### REQUIRED ACTION
What lines of the data below include the word "dead"? Report them by copying each.

### MATERIAL SUPPLIED
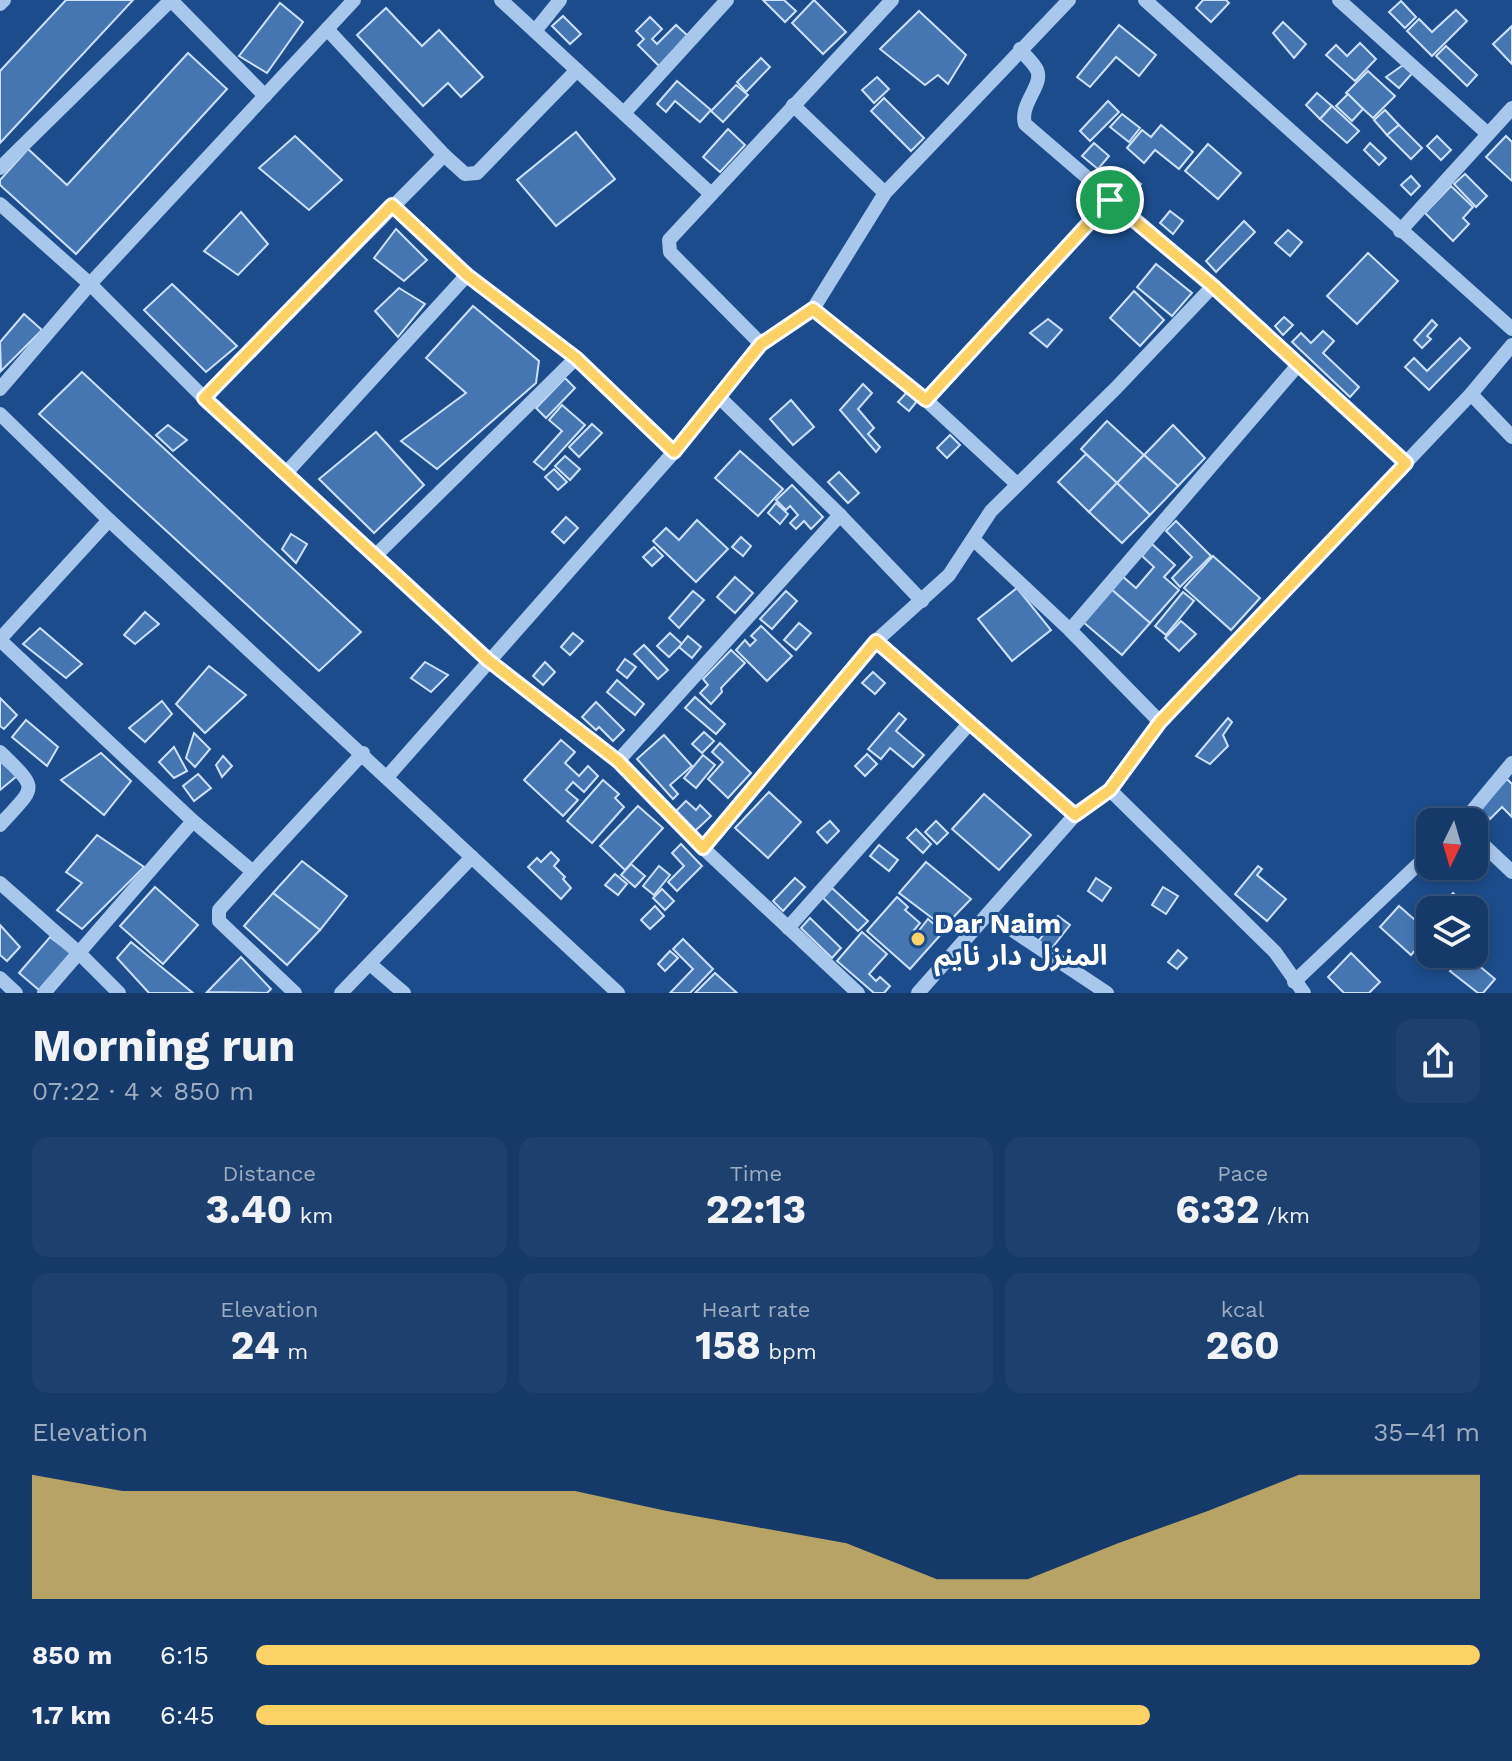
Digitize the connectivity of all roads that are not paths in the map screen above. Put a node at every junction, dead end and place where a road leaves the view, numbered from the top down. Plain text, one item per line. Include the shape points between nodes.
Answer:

--

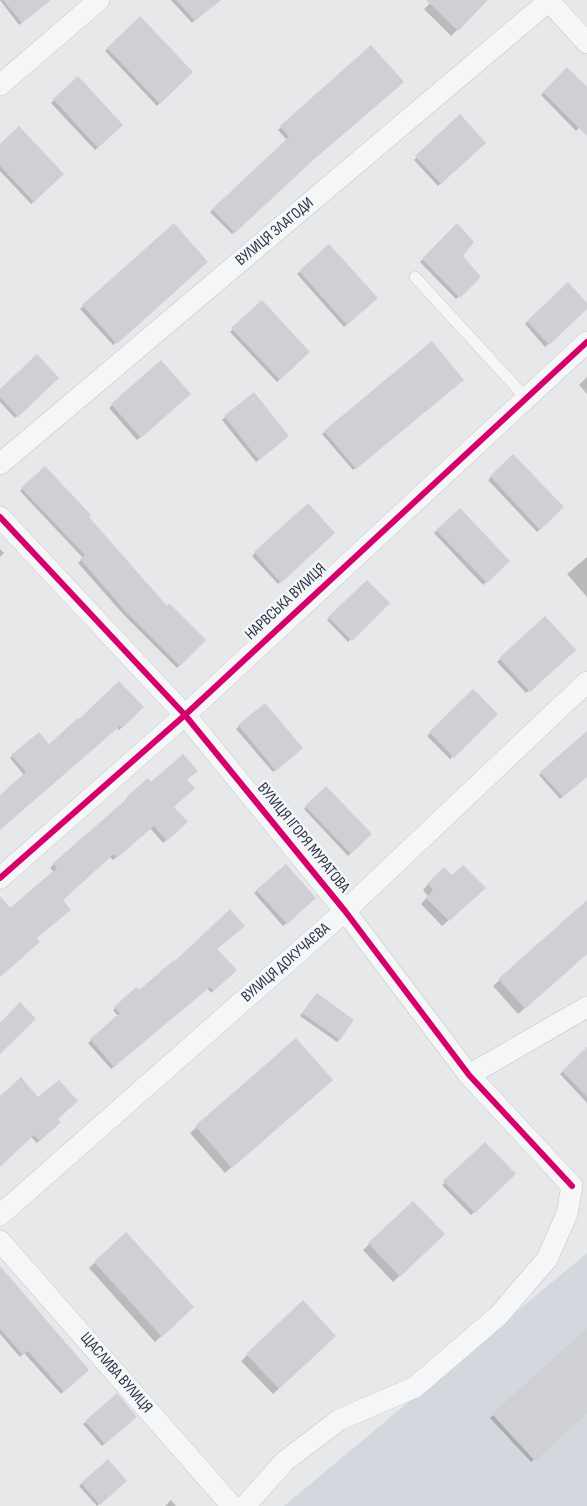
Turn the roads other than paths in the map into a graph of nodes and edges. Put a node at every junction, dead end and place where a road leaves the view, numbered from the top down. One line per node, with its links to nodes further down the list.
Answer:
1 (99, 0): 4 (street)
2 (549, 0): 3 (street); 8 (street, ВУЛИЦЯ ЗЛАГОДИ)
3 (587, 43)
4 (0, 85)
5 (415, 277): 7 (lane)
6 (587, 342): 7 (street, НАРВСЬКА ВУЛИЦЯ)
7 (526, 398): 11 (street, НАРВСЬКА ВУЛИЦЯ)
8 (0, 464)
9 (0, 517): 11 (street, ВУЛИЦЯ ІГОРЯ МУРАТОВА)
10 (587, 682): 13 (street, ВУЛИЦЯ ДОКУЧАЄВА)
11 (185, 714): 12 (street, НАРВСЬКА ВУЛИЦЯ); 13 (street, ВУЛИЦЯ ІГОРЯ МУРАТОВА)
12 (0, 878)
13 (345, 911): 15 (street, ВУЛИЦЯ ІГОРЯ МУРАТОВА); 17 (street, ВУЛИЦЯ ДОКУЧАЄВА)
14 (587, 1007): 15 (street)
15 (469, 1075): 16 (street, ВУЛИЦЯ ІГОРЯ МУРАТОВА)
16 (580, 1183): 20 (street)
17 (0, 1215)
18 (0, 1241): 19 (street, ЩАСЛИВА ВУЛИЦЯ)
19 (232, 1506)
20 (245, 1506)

### RESPONSE TO THIS TASK
Digitize the connectivity of all roads that are not paths in the map screen above. Put a node at every junction, dead end and place where a road leaves the view, numbered from the top down. Plain text, one item per line. Include the shape points between nodes.
Turn the roads other than paths in the map into a graph of nodes and edges. Put a node at every junction, dead end and place where a road leaves the view, numbered from the top down. One line per node, with its links to nodes further down the list.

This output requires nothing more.